* **Task goal**:
Transcribe the listing below verbatim, omitting pictures.

——————————

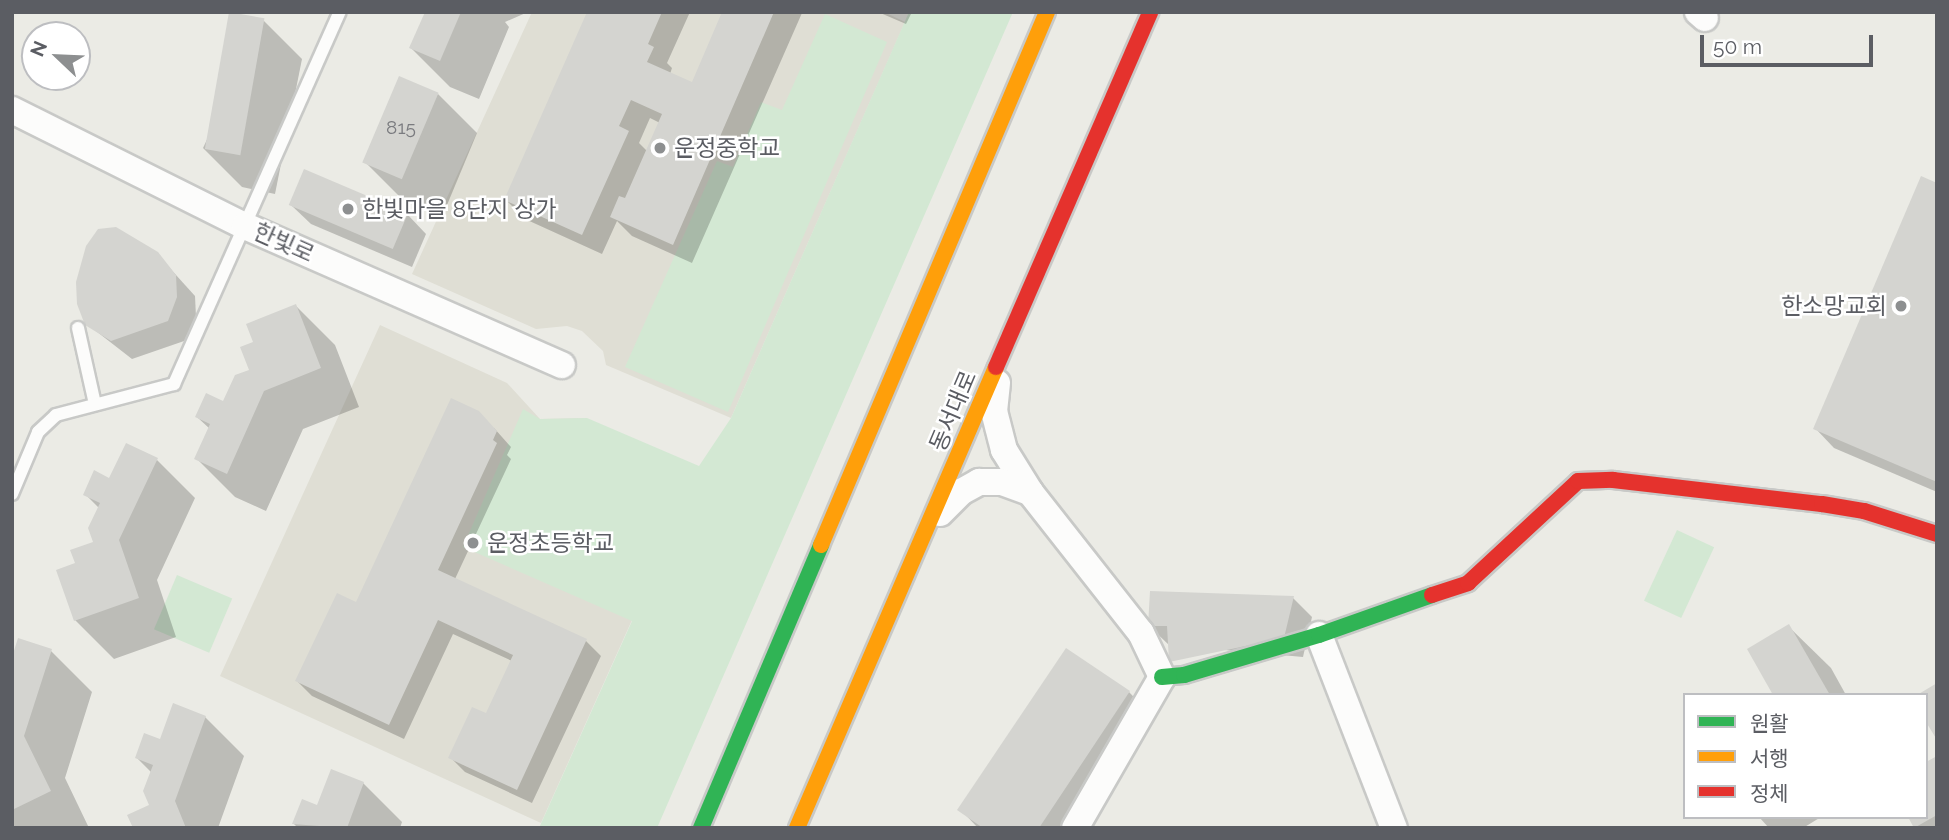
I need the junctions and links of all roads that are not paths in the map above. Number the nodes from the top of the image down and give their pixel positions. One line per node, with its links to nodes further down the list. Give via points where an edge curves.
1 (341, 12): 5 (lane)
2 (1047, 12): 16 (main road)
3 (1148, 16): 7 (main road, 동서대로)
4 (12, 110): 5 (street, 한빛로)
5 (246, 226): 8 (street, 한빛로); 9 (lane, via 174,384)
6 (78, 328): 9 (lane)
7 (1002, 357): 10 (street, via 995,394 997,430); 13 (main road, 동서대로)
8 (562, 365)
9 (95, 404): 11 (lane, via 67,410 46,422)
10 (1030, 492): 13 (street, via 1002,482 979,482 943,509); 15 (street, via 1141,634)
11 (12, 494)
12 (1937, 534): 14 (main road, via 1864,511 1822,504 1626,481 1578,481 1468,583)
13 (917, 552): 17 (main road, 동서대로)
14 (1319, 635): 15 (main road, via 1184,675); 19 (street)
15 (1162, 677): 18 (street)
16 (699, 828)
17 (797, 828)
18 (1076, 828)
19 (1394, 828)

——————————

* **Expected answer**:
I need the junctions and links of all roads that are not paths in the map above. Number the nodes from the top of the image down and give their pixel positions. One line per node, with its links to nodes further down the list. Give via points where an edge curves.
1 (341, 12): 5 (lane)
2 (1047, 12): 16 (main road)
3 (1148, 16): 7 (main road, 동서대로)
4 (12, 110): 5 (street, 한빛로)
5 (246, 226): 8 (street, 한빛로); 9 (lane, via 174,384)
6 (78, 328): 9 (lane)
7 (1002, 357): 10 (street, via 995,394 997,430); 13 (main road, 동서대로)
8 (562, 365)
9 (95, 404): 11 (lane, via 67,410 46,422)
10 (1030, 492): 13 (street, via 1002,482 979,482 943,509); 15 (street, via 1141,634)
11 (12, 494)
12 (1937, 534): 14 (main road, via 1864,511 1822,504 1626,481 1578,481 1468,583)
13 (917, 552): 17 (main road, 동서대로)
14 (1319, 635): 15 (main road, via 1184,675); 19 (street)
15 (1162, 677): 18 (street)
16 (699, 828)
17 (797, 828)
18 (1076, 828)
19 (1394, 828)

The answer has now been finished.